Ist ein achtsamer Mensch ein fairerer Mensch? Und führen Spiritualität und Religion zu einem achtsameren Umgang mit der Welt, beziehungsweise bringen uns Gebet und Mediation dazu, gezielter und vor allem mit mehr Verantwortungsgefühl gegenüber Menschen in Entwicklungsländern zu konsumieren? Diese Fragen wollen die Organisatoren bewusst offen lassen. Für sie ist jedenfalls der Umgang mit Schöpfung und Mitmenschen ein zentraler Aspekt von Achtsamkeit. Das Vorbereitungsteam von «Achtsames Aarau» hofft allerdings, mit derart niederschwelligen Angeboten Interesse für kirchliche Angebote zu wecken. In einem Arbeitspapier, in das Horizonte Einsicht bekam, heisst es, man wolle «spirituelle Angebote besonders auch Menschen zugänglich machen, die nicht (mehr) in den Kirchen suchen».

Gehmeditationen, eine Klagemauer, ein Gesprächssofa: Alles Erfahrungs- und «Gesprächsangebote ohne missionarische Absicht», meint Beat Niederberger, Leiter des Pastoralraums Aarau. Der Seelsorgeverband, der Aarau und seine umliegenden Gemeinden umfasst, engagiert sich massgeblich bei der Umsetzung von «Achtsames Aarau». Mehr noch: Alle Ressourcen für den alle zwei Jahr stattfindenden Pastoralraumtag fliessen dieses Jahr in den Aarauer Stadt-Event. Anstelle eines Zirkustages wie vor zwei Jahren stellen Freiwillige zusammen mit dem Seelsorgeteam ein Kerzenlabyrinth vor dem Pfarrhaus Peter und Paul auf, geben Reisenden gute Wünsche mit auf den Weg, erzählen Kindern Märchen und biblische Geschichten. Weiter gibt es einen Fotowettbewerb, eine Seifenblasenkation sowie die Möglichkeit, mit dem Musikpädagogen Boris Lanz allerlei Alltagsgegenstände zum Klingen zu bringen. Und natürlich stammen alle Getränke und Snacks, die hierbei abgegeben werden, aus fairem Handel.

Eine Klagemauer in der Markthalle 

Der Jüdisch-Christliche Arbeitskreis plant derweil in der Markthalle sogar eine Klagemauer, an der Menschen ihre Gedanken, Wünsche und Sorgen deponieren können.
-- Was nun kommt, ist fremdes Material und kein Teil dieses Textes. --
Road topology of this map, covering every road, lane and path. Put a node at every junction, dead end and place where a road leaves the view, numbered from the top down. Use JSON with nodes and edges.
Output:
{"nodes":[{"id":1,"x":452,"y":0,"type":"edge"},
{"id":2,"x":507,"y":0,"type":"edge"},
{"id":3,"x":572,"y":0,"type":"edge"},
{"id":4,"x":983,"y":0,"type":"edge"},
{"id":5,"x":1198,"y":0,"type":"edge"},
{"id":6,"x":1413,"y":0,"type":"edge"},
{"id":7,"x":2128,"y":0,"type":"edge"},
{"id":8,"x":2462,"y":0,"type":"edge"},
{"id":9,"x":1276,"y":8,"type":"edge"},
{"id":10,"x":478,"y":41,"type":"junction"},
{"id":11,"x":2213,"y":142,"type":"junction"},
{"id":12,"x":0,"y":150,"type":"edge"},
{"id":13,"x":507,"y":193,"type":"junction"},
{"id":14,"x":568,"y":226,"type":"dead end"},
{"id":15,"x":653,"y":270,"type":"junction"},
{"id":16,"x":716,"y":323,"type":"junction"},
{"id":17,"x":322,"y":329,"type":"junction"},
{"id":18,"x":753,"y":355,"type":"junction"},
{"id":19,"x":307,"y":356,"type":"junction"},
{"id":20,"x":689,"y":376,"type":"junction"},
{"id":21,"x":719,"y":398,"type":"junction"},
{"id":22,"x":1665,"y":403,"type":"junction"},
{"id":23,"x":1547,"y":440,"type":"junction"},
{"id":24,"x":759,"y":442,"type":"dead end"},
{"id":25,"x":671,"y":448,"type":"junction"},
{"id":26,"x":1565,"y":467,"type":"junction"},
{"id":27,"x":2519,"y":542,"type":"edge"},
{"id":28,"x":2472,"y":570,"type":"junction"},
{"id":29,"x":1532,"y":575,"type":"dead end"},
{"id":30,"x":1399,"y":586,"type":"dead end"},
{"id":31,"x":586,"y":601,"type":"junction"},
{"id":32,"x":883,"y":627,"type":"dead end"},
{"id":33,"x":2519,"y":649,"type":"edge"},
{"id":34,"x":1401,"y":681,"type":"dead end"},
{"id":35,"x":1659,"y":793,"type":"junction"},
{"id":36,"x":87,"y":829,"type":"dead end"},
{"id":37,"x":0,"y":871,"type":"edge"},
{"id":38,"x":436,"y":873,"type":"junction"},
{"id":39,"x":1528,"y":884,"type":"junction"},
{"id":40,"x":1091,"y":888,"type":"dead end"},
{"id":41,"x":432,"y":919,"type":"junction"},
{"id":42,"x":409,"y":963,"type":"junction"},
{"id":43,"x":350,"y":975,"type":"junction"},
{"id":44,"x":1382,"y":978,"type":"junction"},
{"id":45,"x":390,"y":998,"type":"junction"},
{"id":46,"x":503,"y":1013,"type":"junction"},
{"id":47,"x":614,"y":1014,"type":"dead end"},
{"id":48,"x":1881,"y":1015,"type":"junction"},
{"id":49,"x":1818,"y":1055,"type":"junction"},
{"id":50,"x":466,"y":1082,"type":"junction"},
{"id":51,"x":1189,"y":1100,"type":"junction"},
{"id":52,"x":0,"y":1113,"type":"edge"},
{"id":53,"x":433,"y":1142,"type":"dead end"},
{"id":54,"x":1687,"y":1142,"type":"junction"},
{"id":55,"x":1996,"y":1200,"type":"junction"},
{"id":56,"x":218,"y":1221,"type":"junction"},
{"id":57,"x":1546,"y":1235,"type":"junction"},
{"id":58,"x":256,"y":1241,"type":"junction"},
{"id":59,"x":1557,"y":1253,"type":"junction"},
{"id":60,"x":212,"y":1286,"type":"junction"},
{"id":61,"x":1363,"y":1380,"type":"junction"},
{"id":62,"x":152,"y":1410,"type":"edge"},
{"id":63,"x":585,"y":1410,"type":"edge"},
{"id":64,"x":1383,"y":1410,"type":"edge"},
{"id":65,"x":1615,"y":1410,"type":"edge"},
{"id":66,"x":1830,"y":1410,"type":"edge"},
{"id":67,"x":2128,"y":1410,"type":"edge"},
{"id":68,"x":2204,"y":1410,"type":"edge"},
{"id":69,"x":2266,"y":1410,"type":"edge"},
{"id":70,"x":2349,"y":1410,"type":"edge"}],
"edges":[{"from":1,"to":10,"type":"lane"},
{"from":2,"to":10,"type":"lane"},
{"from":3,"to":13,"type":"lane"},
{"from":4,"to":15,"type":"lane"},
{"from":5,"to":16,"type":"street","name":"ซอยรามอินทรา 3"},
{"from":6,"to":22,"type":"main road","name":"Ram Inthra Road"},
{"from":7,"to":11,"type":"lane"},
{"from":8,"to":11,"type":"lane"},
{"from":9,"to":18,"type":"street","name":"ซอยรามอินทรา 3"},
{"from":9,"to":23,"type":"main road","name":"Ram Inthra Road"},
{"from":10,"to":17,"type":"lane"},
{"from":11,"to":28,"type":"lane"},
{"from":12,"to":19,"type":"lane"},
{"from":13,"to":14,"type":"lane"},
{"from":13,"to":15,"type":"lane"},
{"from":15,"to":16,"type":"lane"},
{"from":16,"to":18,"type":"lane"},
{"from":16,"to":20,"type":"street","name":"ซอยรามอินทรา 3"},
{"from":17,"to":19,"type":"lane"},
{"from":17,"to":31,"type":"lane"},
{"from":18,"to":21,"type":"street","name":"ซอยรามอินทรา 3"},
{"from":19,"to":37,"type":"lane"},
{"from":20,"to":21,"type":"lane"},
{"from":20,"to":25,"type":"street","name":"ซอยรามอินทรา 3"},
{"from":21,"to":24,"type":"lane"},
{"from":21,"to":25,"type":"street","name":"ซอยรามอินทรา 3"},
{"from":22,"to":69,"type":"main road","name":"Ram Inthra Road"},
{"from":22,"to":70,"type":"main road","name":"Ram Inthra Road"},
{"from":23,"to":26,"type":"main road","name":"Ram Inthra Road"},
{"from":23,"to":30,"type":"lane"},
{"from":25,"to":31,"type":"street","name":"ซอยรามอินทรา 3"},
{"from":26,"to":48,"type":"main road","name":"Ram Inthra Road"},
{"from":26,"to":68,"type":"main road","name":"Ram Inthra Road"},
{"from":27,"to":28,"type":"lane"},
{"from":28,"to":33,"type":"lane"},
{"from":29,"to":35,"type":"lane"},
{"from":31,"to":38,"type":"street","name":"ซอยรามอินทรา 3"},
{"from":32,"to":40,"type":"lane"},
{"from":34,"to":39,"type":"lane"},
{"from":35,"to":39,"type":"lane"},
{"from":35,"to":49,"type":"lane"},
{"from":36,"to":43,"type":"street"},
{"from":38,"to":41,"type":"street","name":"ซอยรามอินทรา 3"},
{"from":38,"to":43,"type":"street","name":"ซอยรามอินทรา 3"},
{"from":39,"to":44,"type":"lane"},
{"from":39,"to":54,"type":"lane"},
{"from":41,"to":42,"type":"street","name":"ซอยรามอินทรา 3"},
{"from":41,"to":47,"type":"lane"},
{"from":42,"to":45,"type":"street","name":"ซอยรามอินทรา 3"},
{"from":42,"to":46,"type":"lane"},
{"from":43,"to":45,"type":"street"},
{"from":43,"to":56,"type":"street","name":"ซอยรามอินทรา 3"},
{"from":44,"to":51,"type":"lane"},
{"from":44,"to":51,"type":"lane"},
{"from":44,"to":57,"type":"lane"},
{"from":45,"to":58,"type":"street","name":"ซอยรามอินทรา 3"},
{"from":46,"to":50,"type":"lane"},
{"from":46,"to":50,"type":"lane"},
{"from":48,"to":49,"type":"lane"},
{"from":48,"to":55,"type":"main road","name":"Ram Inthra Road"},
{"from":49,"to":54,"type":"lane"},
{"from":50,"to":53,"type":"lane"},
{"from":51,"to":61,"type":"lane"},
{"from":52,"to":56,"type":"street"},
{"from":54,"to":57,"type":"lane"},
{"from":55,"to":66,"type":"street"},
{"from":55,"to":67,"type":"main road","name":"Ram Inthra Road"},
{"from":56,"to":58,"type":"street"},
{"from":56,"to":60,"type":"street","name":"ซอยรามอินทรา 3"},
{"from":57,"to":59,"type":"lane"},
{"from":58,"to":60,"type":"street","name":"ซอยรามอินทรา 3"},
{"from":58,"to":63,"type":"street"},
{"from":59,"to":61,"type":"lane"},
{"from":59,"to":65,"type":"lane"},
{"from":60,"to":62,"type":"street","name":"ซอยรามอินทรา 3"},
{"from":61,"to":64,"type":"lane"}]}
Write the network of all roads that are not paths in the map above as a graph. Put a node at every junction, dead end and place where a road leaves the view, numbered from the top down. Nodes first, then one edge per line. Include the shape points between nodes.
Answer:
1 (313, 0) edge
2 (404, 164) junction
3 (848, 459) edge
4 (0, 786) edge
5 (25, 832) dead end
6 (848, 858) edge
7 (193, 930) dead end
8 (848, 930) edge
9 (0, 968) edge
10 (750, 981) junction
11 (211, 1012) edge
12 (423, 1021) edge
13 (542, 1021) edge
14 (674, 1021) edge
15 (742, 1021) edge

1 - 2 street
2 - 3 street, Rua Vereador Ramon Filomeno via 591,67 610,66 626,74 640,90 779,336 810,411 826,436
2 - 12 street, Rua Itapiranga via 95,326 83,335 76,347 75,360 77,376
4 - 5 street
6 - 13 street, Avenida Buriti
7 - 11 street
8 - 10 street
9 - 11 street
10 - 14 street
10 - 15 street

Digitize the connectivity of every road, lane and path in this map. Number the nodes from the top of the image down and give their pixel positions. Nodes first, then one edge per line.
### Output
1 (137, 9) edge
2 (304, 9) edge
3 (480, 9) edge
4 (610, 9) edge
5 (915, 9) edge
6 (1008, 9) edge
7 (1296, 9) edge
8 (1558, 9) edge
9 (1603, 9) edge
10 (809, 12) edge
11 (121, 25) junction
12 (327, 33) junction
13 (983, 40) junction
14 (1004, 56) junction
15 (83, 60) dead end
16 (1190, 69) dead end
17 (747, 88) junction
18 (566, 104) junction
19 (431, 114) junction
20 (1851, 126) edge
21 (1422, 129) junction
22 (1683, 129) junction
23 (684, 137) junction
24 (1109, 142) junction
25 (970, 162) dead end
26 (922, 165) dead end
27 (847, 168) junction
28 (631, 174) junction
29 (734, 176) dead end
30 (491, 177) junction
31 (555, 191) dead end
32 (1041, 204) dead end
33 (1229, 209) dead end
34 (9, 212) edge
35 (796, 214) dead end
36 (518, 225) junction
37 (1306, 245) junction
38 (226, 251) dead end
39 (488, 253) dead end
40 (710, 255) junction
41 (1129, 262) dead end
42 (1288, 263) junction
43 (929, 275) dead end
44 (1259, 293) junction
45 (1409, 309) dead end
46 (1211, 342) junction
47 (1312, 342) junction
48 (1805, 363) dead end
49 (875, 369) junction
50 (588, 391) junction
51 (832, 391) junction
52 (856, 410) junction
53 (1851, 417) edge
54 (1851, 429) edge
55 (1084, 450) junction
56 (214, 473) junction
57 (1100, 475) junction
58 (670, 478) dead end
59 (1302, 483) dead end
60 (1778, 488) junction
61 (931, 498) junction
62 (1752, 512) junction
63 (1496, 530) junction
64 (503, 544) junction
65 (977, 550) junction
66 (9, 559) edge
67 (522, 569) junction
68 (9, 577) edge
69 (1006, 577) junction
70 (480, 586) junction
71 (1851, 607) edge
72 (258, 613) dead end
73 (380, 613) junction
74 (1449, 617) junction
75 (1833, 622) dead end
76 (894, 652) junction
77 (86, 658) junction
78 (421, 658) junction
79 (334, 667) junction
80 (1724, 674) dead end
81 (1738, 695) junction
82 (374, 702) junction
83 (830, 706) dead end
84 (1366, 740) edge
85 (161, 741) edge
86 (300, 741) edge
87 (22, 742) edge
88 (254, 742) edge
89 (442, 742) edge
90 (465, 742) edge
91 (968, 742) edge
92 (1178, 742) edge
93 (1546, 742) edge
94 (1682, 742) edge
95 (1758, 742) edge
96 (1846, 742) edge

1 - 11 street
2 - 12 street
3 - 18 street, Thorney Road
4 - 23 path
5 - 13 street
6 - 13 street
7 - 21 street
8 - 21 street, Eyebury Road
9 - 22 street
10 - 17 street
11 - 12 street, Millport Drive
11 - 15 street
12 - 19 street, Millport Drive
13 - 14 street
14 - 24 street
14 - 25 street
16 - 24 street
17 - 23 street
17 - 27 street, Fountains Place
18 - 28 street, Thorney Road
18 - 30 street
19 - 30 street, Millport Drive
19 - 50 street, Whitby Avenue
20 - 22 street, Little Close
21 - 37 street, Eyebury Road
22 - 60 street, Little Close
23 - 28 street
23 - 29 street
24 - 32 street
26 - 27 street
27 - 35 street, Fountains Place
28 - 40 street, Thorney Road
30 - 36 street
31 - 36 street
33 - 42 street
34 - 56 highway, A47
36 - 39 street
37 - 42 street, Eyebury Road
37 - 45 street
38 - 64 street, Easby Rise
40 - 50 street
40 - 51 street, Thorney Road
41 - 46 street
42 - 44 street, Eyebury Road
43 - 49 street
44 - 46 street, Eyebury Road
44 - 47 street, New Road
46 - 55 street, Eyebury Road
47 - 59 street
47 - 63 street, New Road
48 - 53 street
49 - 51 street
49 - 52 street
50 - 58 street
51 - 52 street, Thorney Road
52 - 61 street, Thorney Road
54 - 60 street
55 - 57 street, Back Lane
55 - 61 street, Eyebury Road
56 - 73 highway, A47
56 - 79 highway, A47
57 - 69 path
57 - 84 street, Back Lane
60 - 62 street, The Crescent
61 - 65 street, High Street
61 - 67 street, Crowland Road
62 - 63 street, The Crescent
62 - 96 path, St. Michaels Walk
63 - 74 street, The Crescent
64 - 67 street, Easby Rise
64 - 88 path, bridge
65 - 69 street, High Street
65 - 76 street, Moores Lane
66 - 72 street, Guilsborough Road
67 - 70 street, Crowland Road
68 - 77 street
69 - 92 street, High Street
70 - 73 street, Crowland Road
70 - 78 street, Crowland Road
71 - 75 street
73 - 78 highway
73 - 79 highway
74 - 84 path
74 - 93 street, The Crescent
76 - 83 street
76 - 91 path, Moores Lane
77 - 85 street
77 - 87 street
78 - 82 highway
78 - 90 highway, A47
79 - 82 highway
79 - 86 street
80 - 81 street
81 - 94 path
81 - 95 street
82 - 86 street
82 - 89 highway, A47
Vorbild sei die Klagemauer in Jerusalem, erklärt Bernhard Lindner, Erwachsenenbildner der Römisch-Katholischen Landeskirche Aargau gegenüber Horizonte .«Die Absicht des Projekts ist es», so Bernhard Lindner, die Verbindung von Christentum und Judentum im gemeinsamen Gebet sichtbar zu machen. Der Christlich-Jüdische Arbeitskreis zeigt sich denn auch für die Klagemauer verantwortlich und wird mit Vertretern vor Ort sein. Der Islam darf bei einer solch interreligiösen Initiative nicht fehlen. Für ein interreligiöses Gebet kommen mit Jasmin El-Sonbati und Kerem Adigüzel zwei prominente progressive Muslime nach Aarau.

Stadtexerzitien schnuppern

Weiter haben die Besucherinnen und Besucher die Möglichkeit, eine Schnuppererfahrung in Sachen Stadtexerzitien zu machen «Das ist eine Gegenbewegung zur üblichen Praxis, für eine Auszeit in ein Kloster auf dem Land zu gehen», erklärt Bernhard Lindner. «Bei Stadtexerzitien verweilen die Menschen an einem belebten Ort und beobachten, was an Eindrücken auf sie einströmt und was das an Gefühlen und Gedanken auslöst. Das wird dann hernach besprochen und reflektiert.» In der Regel dauere ein solcher Prozess mehrere Tage. An den Aktionstagen «Achtsames Aarau» werde ein Schnupperangebot von etwa einer Stunde angeboten.